Сирен стояла у окна с куском теста в выпачканных мукой руках, когда в дверь вошел Рене. Она смотрела на него, пока у нее не защипало в глазах, потом опустила голову и вернулась к своему занятию: положила готовое печенье в смазанную жиром жаровню и взяла из миски следующий кусок теста.
— Как поживаешь, Сирен? — спросил он. Она похудела, лицо ее заострилось. Все это сделал он, и от сознания этого у него болела душа.
— Хорошо. Хочешь чего-нибудь выпить?
— Нет, спасибо.
Что-то в его голосе заставило ее торопливо заговорить:
— Я рада, что ты пришел. Я собиралась послать тебе записку, чтобы выразить, как я благодарна… мы все благодарны за помилование.
— Пустяки. Надеюсь, это никак не отразилось на друзьях твоего отца?
— Нет. Я думаю, они считают, что если Бретоны и получили свободу за оказанные услуги, то платил не Пьер.
Ее голос был старательно бесстрастным, а это сильнее самого пылкого возмущения, думал Рене.
— Извини.
Она пожала плечами, не глядя на него.
— Я обнаружил, что Пьер, этот хитрый старый лис, не сказал мне почти ничего такого, чего я не смог бы выяснить сам с течением времени, конечно, за исключением того, где прячется Нольте.
На ее губах мелькнула улыбка.
— Меня это не удивляет.
— Да.
Она чувствовала себя неловко оттого, что он стоял перед ней.
— Если хочешь сесть, там, у огня, есть табуретка.
— Пока ты стоишь — нет.
— Я вовсе не возражаю.
— Он улыбнулся.
— Зато возражаю я.
Она закончила делать печенье и терла руки, пока тесто не скаталось комочками и не осыпалось с них, потом сполоснула в миске с водой. Она полила печенье сверху растопленным жиром, чтобы оно ровнее подрумянилось, накрыла жаровню крышкой и отнесла к очагу. Она разворошила угли, поставила тяжелую жаровню на горячие головешки и сгребла угли наверх. Она попробовала мясо, помешала густую коричневую подливку, от которой шел аромат лука, чеснока и перца. Все было в порядке, мясо становилось мягким и нежным. Вернувшись к столу, она начала убирать с него посуду.

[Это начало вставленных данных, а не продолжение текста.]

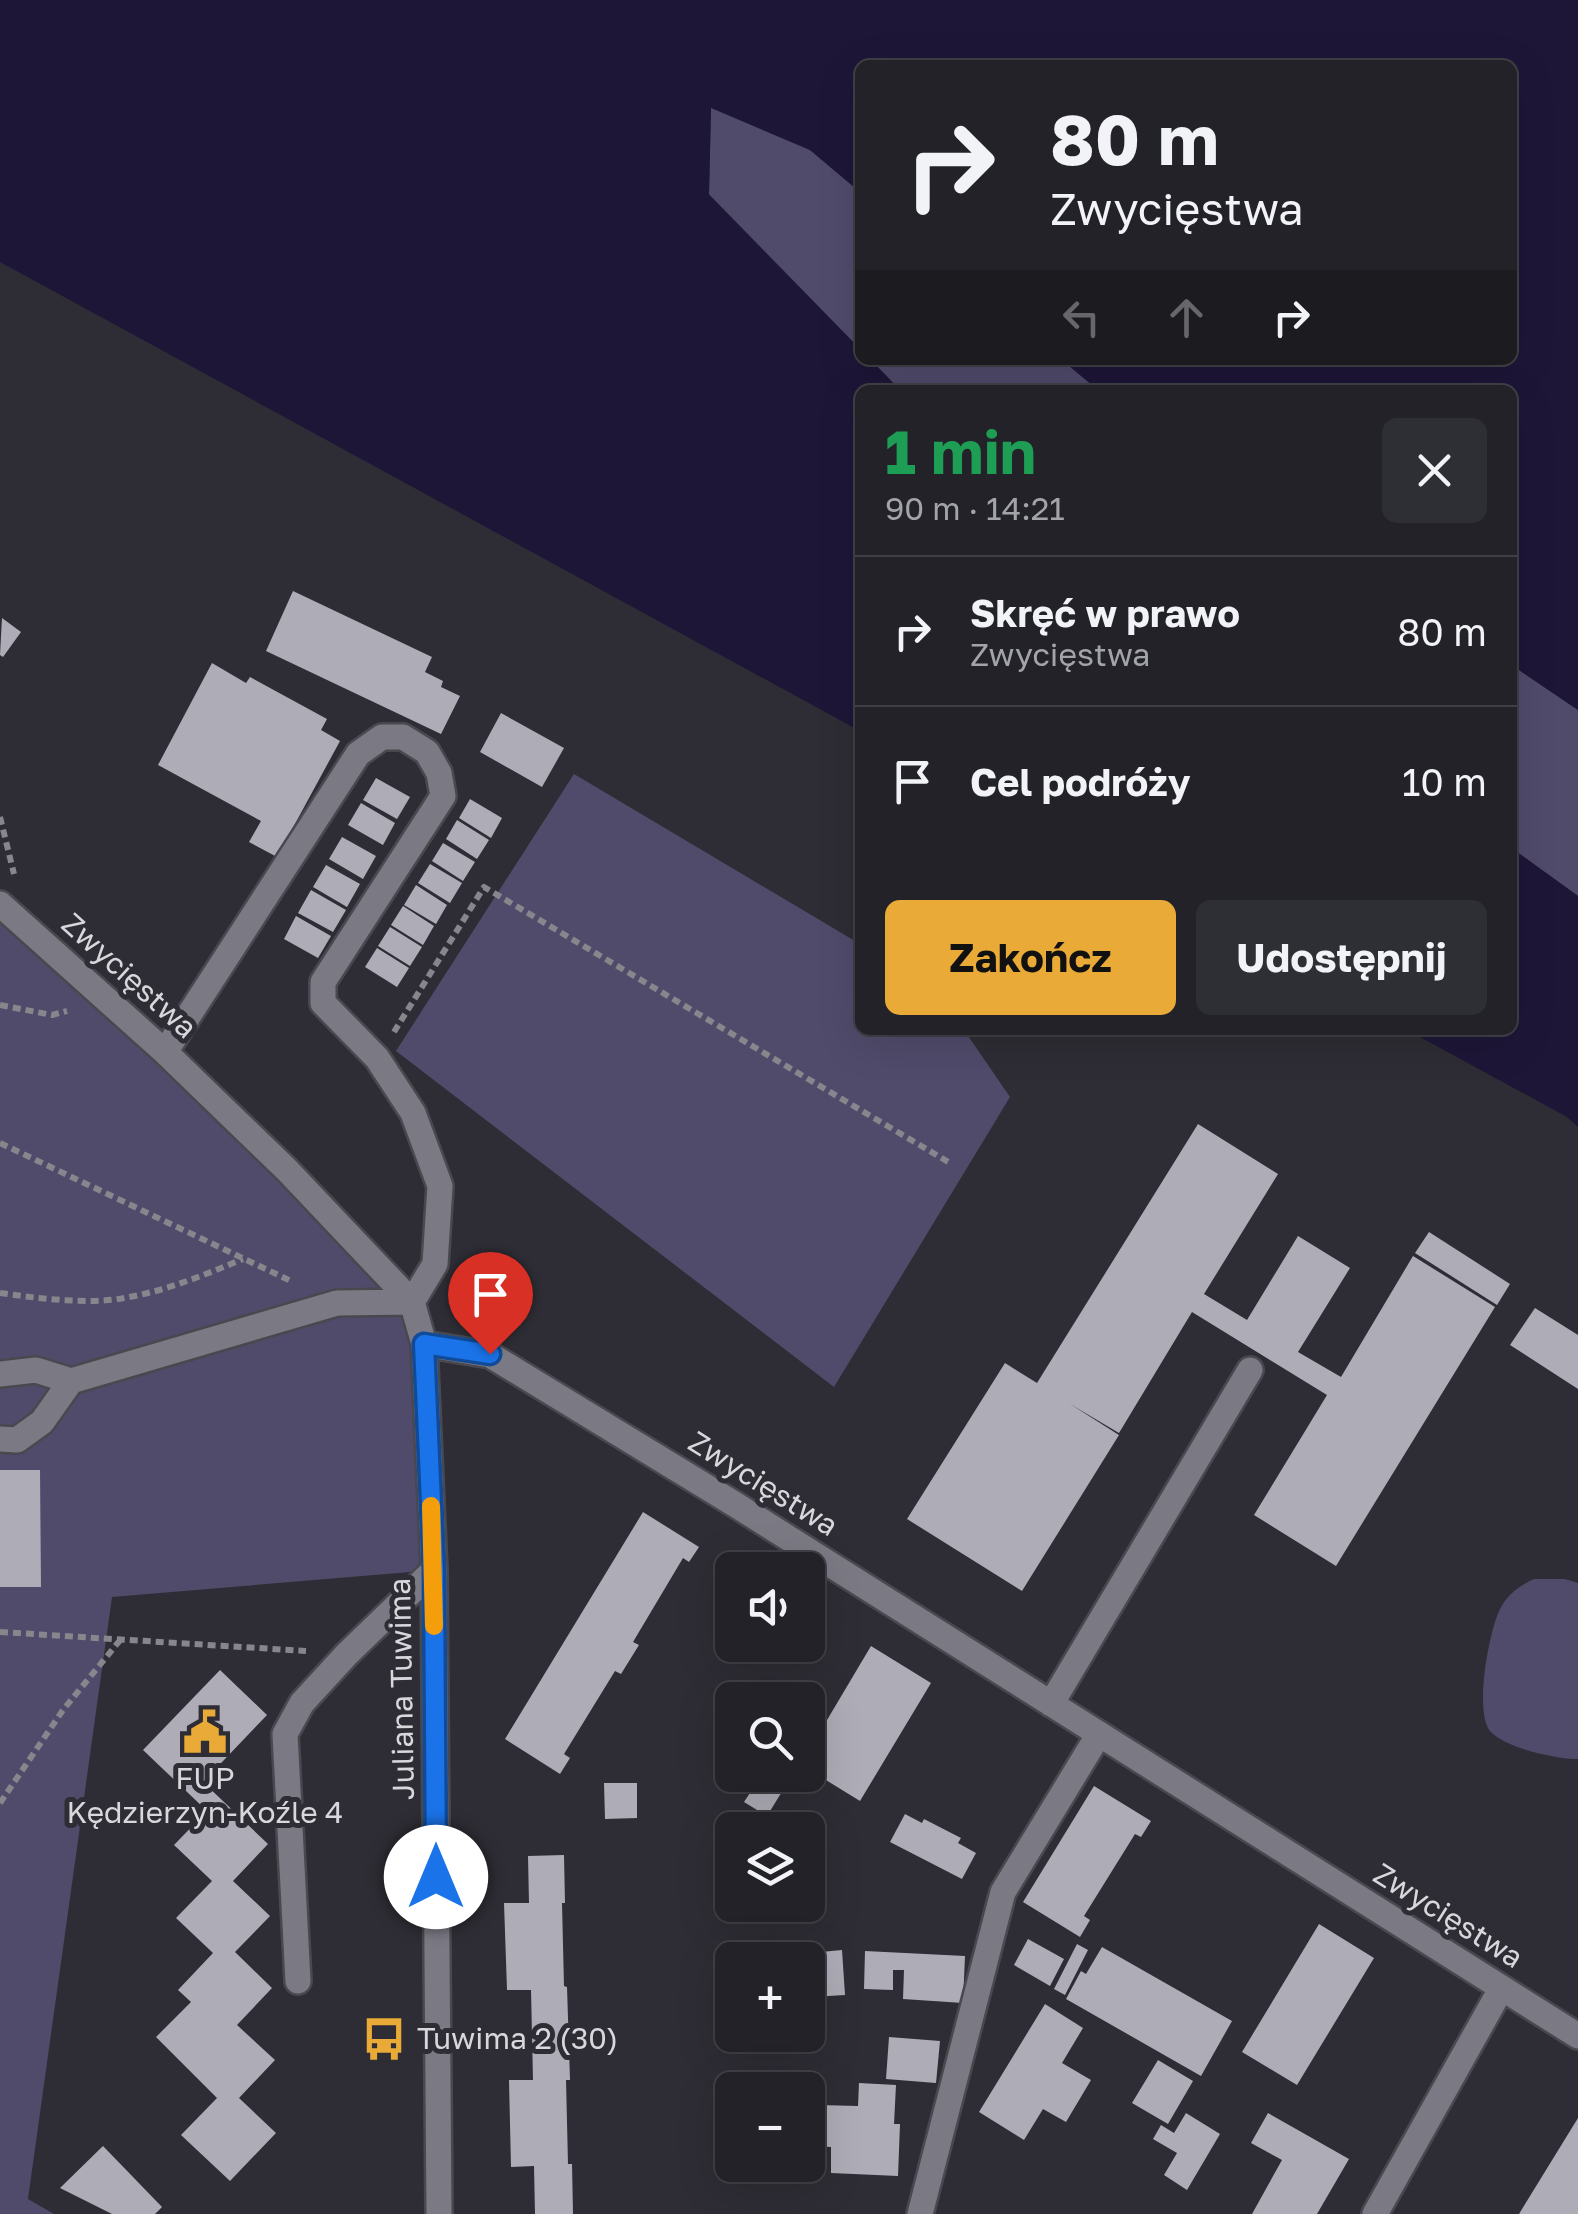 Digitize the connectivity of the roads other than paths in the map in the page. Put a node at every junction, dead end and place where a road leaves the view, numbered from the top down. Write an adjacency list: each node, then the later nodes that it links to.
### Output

— Ты можешь оставить это на минутку? — сказал Рене. — Я хотел бы поговорить с тобой.
— Я думала, мы именно этим и занимаемся. — Она взяла влажную тряпку и принялась смахивать со стола просыпавшуюся муку. Она отказывалась смотреть на Рене из страха перед тем, что могла бы увидеть. Что ему могло быть нужно? Он говорил так серьезно и в то же время доверительно. Если бы у него хватило наглости предложить ей снова стать его любовницей, она бы не смогла поручиться за себя.
Он глубоко вздохнул.
— Хорошо. Ты знаешь, правда, что ни один из вас не был в опасности, когда вас привели на Совет, что я бы никогда не смог, не захотел причинить вред тебе и твоей семье?